Igualmente, la aplicación indiscriminada de la inteligencia artificial en la justicia argentina plantea desafíos éticos, jurídicos y técnicos que no pueden ser ignorados.Su utilización también presenta riesgos significativos que afectan los principios fundamentales de la Carta Magna de nuestro país, como la igualdad ante la ley, el debido proceso y la seguridad jurídica.
Para abordar esta cuestión, utilizamos, por considerarlo uno de los protocolos más avanzados en la materia, el Acuerdo PCSJA24-12243 del Consejo Superior de la Judicatura de Colombia del 16 de diciembre de 2024, mediante el cual se adoptan lineamientos para el uso y aprovechamiento respetuoso, responsable, seguro y ético de la inteligencia artificial en la Rama Judicial (1).

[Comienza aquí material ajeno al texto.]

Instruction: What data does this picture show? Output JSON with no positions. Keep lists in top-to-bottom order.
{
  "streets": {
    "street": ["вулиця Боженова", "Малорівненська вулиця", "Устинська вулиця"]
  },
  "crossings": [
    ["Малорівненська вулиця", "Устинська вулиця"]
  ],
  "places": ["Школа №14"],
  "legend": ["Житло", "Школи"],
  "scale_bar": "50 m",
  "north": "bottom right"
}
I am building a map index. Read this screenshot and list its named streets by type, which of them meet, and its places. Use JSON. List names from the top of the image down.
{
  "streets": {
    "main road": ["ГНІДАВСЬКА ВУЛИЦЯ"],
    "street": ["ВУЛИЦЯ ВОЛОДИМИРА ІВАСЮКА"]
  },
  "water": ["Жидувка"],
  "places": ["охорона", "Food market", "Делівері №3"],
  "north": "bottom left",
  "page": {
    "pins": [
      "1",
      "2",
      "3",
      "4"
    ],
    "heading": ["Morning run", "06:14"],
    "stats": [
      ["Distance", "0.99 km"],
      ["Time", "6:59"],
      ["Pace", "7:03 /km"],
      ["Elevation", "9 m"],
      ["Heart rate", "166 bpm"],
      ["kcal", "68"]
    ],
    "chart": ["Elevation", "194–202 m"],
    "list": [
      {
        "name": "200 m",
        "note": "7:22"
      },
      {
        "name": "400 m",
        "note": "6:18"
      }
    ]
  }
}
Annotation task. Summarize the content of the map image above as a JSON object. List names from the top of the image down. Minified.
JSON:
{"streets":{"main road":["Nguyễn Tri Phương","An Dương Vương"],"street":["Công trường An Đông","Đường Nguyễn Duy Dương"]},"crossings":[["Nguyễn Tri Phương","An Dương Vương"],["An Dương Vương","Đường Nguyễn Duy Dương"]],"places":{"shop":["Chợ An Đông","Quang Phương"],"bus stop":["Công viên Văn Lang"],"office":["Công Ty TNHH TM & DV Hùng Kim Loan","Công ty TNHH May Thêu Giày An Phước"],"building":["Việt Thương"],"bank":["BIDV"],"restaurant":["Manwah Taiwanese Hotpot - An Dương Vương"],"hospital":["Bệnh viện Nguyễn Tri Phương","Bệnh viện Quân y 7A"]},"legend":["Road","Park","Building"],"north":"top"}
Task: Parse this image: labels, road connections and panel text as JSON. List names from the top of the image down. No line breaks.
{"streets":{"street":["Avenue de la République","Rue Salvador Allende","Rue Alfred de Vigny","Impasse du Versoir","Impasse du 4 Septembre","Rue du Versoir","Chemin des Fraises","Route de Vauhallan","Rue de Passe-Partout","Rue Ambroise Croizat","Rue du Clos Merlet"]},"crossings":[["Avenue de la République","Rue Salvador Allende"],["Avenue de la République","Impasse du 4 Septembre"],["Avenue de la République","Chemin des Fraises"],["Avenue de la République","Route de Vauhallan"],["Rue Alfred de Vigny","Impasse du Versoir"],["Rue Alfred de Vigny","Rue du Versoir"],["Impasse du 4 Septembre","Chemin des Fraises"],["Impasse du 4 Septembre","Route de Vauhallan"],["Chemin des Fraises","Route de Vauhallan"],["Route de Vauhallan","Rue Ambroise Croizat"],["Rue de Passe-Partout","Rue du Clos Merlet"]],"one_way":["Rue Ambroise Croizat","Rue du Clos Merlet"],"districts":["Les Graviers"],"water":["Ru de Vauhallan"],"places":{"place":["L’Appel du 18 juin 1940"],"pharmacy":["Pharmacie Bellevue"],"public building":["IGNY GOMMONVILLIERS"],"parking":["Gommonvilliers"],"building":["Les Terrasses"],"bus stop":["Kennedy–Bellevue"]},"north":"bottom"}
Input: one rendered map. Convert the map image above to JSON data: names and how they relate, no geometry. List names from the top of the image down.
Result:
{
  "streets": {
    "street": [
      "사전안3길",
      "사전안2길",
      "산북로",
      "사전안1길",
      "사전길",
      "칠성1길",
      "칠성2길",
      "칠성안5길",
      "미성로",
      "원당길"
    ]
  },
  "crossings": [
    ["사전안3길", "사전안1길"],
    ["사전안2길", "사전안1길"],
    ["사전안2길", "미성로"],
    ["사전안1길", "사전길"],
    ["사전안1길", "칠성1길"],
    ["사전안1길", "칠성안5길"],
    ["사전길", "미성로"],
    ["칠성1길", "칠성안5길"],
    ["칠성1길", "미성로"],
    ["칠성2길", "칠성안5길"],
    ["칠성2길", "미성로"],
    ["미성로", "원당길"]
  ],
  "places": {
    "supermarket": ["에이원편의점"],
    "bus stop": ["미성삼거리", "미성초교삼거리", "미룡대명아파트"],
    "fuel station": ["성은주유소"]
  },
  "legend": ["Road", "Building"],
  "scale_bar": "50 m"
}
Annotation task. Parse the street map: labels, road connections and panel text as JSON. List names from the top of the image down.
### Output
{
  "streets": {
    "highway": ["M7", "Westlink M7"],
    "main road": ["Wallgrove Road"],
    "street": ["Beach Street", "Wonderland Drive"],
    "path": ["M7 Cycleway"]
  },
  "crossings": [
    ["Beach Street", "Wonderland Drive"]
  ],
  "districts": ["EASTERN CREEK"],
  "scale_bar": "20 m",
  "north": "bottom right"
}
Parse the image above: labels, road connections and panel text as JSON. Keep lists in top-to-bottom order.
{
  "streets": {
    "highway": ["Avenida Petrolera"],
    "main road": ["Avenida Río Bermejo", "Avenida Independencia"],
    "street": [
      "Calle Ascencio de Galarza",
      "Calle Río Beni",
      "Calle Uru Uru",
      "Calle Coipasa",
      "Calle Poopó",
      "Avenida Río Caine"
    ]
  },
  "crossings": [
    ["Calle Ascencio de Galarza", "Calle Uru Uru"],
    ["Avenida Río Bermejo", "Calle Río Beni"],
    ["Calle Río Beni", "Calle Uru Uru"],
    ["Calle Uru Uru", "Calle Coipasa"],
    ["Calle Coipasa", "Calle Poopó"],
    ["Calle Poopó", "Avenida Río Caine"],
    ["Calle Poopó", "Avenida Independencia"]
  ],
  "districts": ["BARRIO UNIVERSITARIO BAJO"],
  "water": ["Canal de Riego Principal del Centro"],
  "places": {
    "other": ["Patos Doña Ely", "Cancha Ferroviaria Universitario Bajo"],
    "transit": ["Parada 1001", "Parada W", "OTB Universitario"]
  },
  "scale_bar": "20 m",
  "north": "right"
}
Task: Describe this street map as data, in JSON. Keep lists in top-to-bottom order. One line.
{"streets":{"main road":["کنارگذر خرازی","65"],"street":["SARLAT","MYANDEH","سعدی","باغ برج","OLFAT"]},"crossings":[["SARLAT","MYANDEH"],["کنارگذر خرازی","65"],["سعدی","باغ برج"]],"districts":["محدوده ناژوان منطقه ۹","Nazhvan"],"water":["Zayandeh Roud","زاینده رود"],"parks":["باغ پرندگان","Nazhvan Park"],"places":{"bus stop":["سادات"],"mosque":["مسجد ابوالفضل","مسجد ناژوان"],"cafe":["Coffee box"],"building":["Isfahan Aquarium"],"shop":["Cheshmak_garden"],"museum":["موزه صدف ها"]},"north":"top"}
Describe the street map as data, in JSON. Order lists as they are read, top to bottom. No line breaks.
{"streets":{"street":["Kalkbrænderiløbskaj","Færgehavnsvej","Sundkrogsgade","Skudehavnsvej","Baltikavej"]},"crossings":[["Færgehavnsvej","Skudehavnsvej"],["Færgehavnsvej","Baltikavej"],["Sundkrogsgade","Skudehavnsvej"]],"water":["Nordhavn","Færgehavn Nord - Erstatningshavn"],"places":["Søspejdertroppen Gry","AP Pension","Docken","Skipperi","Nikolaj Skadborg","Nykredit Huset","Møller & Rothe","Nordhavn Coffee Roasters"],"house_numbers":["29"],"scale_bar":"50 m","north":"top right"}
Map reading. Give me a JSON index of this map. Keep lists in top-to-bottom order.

Este protocolo explica que el «uso de herramientas de inteligencia artificial generativa como chatbots de uso general o herramientas no especializadas de acceso e interacción abierta o sistemas que operan a partir de modelos de lenguaje a gran escala implican potenciales riesgos en relación con el desarrollo de tareas que pueden impactar los procesos de adopción y emisión de decisiones de fondo; la eventual exposición de datos personales o información confidencial a terceros; opacidades de sus algoritmos o de su funcionamiento; la manera en que se utilizan los textos generados por las herramientas y; la probabilidad de que las respuestas generadas por estas herramientas contengan errores, imprecisiones, falsedades, prejuicios o sesgos discriminatorios, todo lo cual puede derivar en vulneraciones a derechos fundamentales y garantías».
El Acuerdo, también, explica que «algunas de las limitaciones de este tipo de herramientas podrían ser parcial o totalmente superadas si se especializan a partir de una base de conocimiento especifica o institucional, se integran con otro tipo de herramientas que desarrollen funcionalidades complementarias y se mantiene un control y supervisión humana y/o institucional».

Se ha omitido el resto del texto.